Efficacy of ABX464 to inhibit viral replication in humanized mice. a Reconstituted SCID mice were infected with JRCSF HIV-1 strain by intraperitoneal injection. The control group received labrafil and 5% DMSO by gavage (n = 15) and treated group 20 mg/kg b.i.d of ABX464 in labrafil and 5% DMSO (n = 14) for 15 days. Two independent experiments were performed with 5 and 10 reconstituted mice for each group.
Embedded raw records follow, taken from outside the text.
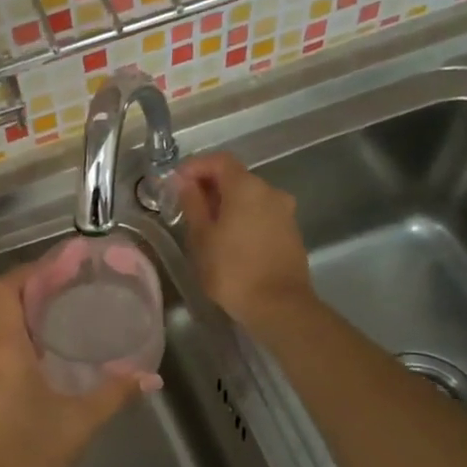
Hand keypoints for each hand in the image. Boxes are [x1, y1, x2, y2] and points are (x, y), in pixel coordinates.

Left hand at [0, 265, 142, 466]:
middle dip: (28, 291)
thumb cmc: (27, 458)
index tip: (61, 266)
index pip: (6, 288)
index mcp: (1, 349)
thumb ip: (114, 394)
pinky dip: (7, 341)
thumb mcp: (78, 424)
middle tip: (65, 291)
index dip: (31, 271)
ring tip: (55, 320)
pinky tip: (36, 360)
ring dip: (16, 317)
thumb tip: (150, 377)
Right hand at [175, 151, 315, 329]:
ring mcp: (284, 212)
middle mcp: (270, 191)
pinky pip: (261, 214)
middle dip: (209, 186)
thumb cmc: (232, 270)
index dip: (195, 166)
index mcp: (247, 187)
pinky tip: (228, 239)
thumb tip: (186, 183)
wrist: (279, 306)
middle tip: (186, 205)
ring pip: (249, 197)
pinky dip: (243, 217)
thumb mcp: (201, 237)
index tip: (175, 182)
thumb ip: (193, 204)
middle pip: (236, 177)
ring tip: (205, 225)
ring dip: (226, 203)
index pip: (219, 160)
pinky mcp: (290, 232)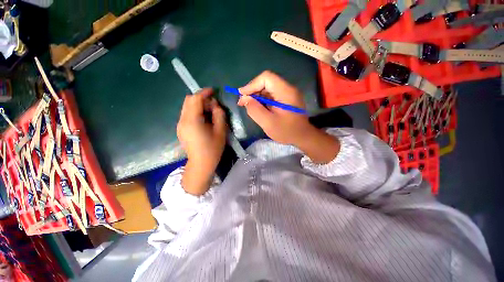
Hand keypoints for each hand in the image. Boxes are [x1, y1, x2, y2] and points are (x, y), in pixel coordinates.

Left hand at [177, 88, 226, 194]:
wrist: (201, 164)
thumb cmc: (213, 149)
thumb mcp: (220, 131)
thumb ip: (219, 115)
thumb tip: (215, 105)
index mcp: (192, 121)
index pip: (195, 99)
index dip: (204, 93)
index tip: (213, 91)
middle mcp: (182, 120)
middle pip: (188, 101)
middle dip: (201, 99)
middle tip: (213, 105)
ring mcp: (180, 125)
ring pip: (187, 107)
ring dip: (198, 105)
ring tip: (210, 113)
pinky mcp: (181, 129)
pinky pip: (187, 114)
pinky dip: (195, 112)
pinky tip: (204, 120)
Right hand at [237, 70, 312, 144]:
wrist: (303, 137)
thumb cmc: (287, 131)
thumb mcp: (268, 123)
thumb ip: (255, 110)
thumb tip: (245, 99)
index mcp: (285, 91)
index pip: (266, 78)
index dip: (252, 84)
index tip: (242, 95)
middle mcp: (287, 89)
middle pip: (266, 83)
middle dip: (253, 91)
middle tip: (243, 103)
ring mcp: (287, 94)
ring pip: (268, 89)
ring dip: (257, 96)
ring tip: (248, 106)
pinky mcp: (286, 100)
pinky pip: (271, 96)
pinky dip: (262, 100)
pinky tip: (257, 108)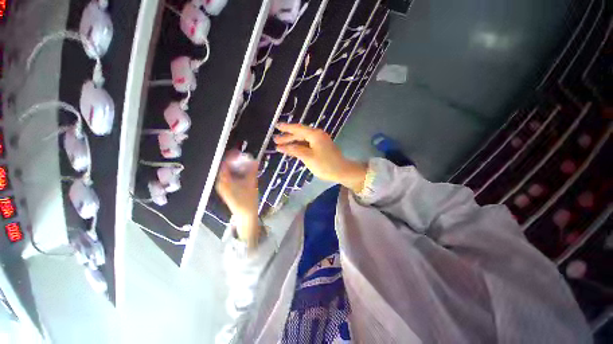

Viral load was assessed by measuring viral RNA using the Amplicor HIV-1 Monitor from Roche (limits of detection are delimited by interrupted lines). b FACS analysis was performed on cells recovered by peritoneal wash at day 15 post-treatment to assess the CD8/CD4 ratio. c Engrafted NSG humanized mice were treated by oral gavage with ABX464 at either 20 mg or 40 mg/kg once a day for 30 days and indicated lymphocyte populations were monitored by FACS analysis. d NSG humanized mice were infected with the YU2 HIV-1 virus and treated either by oral gavage with ABX464 at 40 mg/kg once a day for 30 days or by HAART (3TC-Tenofovir-Raltegravir) (grey boxes of left and middle panels). Right panel represents viral loads after treatment cessation. For HAART, food pellets were made by mixing 2.5 g of 3TC and TDF each, and 5 g of RTV with 5 kg of ground protein-rich, vitamin-fortified food (Nafag 3432, Provimi Kliba AG, Switzerland) which was subsequently formed to food pellets and sterilized by gamma-irradiation with 25 kGy. Viral load was assessed by measuring viral RNA using the Amplicor HIV-1 Monitor from Roche (limits of detection are delimited by interrupted lines).